キジは一般的に鳥だから飛ぶのが得意と思われがちだが、実は歩くほうが得意な生き物で、特に草藪を歩かせたら他の追随を許さない。
こちらの藪から顔を出したかと思えばアット言う間に遠くの藪から顔を出すのである。
秋に稲刈りをしていると時々キジの子供が稲の間からササっと姿を現し、飛び立っていくことがある。

冬の晴れた日、白い雪景色になった田んぼに数羽単位でキジが舞い降り、餌をついばんでいることがあるが、ケーン、ケーンと鳴く親キジに混じってケケケケと中途半端な鳴き声が聞こえるが、これは子供のキジで聞いているこちらまで思わず力が入ってしまう。

古い言い伝えだが、こうして里にキジの姿が現れると「天気が荒れる」と言われていて、村人はキジの鳴き声を聞くと激しい積雪や吹雪に備えるのである。
では、キジのメスの次に美味い鳥はと言うと、それは「山鳥」のオスになっている。

山鳥はキジより少し大きめの鳥だが、キジのオスのように極彩色の羽ではなく茶色やこげ茶色の羽で、オスの尾羽はキジのように見事な長さがあるが、この鳥も冬、オスを中心に数羽のメスで構成された集団で里へ降りてくる。

そしてキジと同じようにこちらもその姿を見ると「天気が荒れる」とされている。
昔の人はこうして里にキジや山鳥の姿を感じると、恐らく天気が悪くならない間に餌を食べておこうと、晴れた日に現れるのだと考えたようで、その背景には鳥に限らず生き物たちが天候を読むに長けているものと信じていたからに他ならない。

山鳥はキジより少しだけ警戒心が強い。
さて鳥のランキング、堂々の第3位はキジのオスということなっている。
言わずと知れたあの極彩色のきれいな尾羽の鳥で、冬の日、民家の裏山などをゆっくり歩いているキジのオスは見事にまん丸で、どう考えても山鳩より少し大きい程度のメスよりは美味そうに見えるのだが肉の量、味どちらもメスには及ばないと言うことだ。

そしていよいよランキング最下位だが、これが以外にも山鳥のメスなのだ。
あまりキジのメスと変わらないようにも思うが、古くからそう言い伝えられていて、ついでだが村の古老に言わせると「タクワンほどの味もしない」という酷評ぶりだ。
しかし「ではタクワンと山鳥のメスの肉が出てきたらどちらを食べる」との問いに「それは勿論、山鳥だ」と笑って答えたのもこの古老である。

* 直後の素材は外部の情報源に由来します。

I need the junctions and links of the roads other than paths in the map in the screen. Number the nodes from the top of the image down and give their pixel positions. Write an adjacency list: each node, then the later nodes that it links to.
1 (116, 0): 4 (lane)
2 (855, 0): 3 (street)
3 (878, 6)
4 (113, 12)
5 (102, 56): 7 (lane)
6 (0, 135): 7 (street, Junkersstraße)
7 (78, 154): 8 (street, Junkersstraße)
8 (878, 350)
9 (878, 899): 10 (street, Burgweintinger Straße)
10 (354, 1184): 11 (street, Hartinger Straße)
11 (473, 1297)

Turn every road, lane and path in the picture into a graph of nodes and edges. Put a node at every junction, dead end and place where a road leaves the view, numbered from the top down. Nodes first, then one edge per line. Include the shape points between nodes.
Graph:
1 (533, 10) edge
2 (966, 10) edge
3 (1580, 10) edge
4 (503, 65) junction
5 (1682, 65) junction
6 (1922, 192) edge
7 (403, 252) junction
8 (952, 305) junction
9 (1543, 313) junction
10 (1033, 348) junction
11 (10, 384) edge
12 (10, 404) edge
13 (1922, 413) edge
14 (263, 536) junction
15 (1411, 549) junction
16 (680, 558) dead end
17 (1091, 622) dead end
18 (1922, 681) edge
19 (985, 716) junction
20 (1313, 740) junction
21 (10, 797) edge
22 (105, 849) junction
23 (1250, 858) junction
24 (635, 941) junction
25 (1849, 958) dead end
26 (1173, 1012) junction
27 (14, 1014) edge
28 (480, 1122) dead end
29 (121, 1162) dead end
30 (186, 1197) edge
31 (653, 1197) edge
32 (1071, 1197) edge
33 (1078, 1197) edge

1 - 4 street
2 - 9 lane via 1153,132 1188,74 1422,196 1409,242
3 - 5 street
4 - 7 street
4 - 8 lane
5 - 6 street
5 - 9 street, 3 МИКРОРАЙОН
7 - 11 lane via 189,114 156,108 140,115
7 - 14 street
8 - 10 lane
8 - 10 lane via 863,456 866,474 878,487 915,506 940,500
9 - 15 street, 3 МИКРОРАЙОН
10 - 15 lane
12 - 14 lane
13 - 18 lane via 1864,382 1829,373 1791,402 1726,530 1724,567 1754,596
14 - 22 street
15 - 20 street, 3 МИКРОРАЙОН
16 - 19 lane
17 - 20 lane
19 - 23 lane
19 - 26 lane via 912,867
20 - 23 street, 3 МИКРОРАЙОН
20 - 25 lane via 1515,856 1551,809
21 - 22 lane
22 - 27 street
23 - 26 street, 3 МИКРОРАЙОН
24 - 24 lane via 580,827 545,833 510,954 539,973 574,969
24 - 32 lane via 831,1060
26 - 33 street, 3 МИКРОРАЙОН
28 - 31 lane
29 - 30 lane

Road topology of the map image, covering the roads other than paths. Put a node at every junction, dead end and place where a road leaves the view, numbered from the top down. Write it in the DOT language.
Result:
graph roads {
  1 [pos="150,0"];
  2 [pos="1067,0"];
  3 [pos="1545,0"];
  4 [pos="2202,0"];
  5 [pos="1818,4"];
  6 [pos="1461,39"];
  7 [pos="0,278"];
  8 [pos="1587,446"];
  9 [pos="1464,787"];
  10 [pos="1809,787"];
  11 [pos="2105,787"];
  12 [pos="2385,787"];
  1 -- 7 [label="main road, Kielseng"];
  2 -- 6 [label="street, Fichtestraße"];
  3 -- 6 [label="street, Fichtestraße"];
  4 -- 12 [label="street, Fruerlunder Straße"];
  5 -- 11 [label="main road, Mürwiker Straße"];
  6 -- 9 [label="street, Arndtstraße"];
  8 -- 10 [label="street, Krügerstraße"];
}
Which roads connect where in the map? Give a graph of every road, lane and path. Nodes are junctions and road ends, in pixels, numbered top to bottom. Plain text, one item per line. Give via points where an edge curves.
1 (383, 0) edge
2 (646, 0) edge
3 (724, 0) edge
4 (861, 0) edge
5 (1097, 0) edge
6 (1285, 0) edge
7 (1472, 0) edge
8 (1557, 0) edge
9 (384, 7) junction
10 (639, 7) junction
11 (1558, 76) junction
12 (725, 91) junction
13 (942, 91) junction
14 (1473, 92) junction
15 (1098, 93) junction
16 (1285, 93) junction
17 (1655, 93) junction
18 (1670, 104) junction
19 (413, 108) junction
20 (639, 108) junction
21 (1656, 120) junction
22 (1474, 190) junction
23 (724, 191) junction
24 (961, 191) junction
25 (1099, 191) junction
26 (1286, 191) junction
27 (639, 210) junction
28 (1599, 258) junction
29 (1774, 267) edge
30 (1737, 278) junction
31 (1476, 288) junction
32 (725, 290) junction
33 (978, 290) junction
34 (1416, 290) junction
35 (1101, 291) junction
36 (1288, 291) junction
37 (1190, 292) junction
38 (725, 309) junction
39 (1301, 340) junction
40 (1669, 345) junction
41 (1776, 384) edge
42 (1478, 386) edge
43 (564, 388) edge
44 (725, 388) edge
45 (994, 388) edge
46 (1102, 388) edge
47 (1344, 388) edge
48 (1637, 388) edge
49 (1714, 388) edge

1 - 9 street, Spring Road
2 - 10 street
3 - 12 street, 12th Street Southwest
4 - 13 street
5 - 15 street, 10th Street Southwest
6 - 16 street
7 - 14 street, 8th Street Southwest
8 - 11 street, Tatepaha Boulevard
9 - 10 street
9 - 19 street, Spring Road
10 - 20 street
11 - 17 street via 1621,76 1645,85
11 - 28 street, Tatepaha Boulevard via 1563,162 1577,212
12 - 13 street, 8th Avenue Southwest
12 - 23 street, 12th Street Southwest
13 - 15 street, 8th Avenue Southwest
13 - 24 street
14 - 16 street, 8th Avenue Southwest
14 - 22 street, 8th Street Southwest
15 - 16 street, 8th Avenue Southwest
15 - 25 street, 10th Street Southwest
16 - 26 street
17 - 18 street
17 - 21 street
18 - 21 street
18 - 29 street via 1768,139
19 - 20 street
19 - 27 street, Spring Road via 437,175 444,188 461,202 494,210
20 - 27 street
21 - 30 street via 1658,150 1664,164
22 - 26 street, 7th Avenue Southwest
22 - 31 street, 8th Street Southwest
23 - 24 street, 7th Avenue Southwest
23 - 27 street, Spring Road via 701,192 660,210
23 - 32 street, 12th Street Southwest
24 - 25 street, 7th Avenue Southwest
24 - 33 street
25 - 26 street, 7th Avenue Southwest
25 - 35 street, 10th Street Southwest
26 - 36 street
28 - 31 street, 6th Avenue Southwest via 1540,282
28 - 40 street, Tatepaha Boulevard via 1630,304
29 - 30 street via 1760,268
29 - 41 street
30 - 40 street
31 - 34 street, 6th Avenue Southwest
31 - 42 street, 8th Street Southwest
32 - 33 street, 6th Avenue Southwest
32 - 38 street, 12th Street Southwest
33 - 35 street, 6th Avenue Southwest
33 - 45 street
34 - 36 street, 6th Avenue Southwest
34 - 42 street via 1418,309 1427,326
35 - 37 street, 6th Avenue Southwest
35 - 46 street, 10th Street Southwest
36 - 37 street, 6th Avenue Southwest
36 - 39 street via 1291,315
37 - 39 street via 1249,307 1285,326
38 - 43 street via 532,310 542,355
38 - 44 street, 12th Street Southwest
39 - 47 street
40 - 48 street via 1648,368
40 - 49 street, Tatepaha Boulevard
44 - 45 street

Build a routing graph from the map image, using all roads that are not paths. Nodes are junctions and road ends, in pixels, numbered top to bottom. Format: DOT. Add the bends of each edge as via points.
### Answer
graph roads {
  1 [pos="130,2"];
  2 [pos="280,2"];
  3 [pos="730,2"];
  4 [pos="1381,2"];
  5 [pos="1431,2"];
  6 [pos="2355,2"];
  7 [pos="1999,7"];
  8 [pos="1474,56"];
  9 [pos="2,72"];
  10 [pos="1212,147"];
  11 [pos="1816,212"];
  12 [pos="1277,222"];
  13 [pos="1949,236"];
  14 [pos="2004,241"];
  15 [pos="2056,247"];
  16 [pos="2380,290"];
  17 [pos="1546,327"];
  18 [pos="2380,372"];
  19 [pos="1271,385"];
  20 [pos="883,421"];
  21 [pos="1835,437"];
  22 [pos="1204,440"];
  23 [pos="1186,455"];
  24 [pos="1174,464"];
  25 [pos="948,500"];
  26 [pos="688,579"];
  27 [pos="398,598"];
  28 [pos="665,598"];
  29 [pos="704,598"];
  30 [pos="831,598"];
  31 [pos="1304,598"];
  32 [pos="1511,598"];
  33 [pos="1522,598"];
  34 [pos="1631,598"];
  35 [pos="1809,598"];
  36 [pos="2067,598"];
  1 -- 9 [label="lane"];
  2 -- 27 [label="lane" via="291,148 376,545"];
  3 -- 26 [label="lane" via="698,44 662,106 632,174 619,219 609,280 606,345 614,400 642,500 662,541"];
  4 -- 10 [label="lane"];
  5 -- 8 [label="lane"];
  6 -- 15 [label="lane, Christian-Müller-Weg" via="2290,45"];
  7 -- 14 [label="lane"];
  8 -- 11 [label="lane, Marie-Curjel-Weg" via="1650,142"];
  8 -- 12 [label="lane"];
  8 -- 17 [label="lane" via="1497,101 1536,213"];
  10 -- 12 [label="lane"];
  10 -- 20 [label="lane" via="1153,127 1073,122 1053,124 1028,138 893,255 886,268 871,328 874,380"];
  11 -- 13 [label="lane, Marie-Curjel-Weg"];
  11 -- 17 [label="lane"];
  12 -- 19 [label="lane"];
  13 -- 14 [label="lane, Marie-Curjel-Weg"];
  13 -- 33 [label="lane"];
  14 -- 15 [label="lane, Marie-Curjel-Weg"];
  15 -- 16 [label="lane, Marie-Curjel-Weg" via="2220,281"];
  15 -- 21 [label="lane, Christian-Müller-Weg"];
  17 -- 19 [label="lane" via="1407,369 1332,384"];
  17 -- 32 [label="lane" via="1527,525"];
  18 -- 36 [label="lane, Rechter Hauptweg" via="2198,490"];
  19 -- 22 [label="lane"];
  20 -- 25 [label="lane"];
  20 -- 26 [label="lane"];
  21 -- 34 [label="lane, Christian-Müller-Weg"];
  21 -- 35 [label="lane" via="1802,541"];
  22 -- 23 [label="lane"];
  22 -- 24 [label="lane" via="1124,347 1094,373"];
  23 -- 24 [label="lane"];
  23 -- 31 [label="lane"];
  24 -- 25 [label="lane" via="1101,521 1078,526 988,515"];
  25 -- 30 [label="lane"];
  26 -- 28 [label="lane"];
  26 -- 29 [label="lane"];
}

キジは昔から地震の前に鳴くと言われているが、地方によっては天候が荒れる兆しという伝承も多い。
恐らく天候の荒れやすい日本海側では天候が荒れる兆しに、地震の多い地域は地震の兆しと言うことになっていったのだろうが、昔の人はこうして普段はあまり里へ降りて来ない鳥が里の近くまで来ることに対していくばくかの不吉さを感じたのかも知れない。

そこから伺い知れるものは、極端に良いことと極端に悪いことが同じ概念を持っていたことであり、人間の幸福が変化を好まず、「普通」であることを知識ではなく、生活の中から体得していたのだろう。

最後になったが、同じ村の古老からもう1つ面白い話を聞いた。
山鳥は飛び立つときに「緑色の火」を発すると言う。
1日の仕事を終えて夕方家路を急ぐ村人、その姿に驚き慌てて飛び立つ山鳥、その羽や尾羽が夕日に透けて燃えるように見えたか、山鳥の強い生気が飛び立つときに火となって現れるのか。
何かすべてが焼き尽くされた灰の中から蘇えるフェニックス、良い兆しを運ぶ朱雀のようで神秘的な話である。